START EXCERPTED RECORDS

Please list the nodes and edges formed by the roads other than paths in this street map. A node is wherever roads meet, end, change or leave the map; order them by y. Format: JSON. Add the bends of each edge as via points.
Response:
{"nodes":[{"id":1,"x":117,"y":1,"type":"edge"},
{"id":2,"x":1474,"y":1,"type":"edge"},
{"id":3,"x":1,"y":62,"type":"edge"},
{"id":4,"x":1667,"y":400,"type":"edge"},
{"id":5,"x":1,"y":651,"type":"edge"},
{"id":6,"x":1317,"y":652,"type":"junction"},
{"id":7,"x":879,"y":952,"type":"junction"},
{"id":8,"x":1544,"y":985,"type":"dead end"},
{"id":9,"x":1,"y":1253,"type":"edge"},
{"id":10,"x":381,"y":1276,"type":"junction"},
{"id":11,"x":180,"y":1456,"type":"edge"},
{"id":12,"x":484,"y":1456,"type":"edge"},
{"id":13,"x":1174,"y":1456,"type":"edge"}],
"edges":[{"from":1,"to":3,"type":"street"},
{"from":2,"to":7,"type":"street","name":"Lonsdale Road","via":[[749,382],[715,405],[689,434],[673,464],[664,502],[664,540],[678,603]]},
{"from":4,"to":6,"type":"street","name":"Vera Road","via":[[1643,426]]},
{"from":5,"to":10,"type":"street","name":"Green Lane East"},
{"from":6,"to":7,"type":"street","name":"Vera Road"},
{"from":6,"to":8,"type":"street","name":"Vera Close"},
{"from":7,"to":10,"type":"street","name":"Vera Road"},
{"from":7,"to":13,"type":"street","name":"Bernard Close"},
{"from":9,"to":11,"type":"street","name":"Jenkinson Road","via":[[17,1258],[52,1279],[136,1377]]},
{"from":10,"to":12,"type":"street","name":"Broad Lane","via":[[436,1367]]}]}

END EXCERPTED RECORDS

* _ACTIVITY_
Write only the number of lines in the records that contain the string "junction".

* _SOLUTION FOR THIS EXERCISE_
3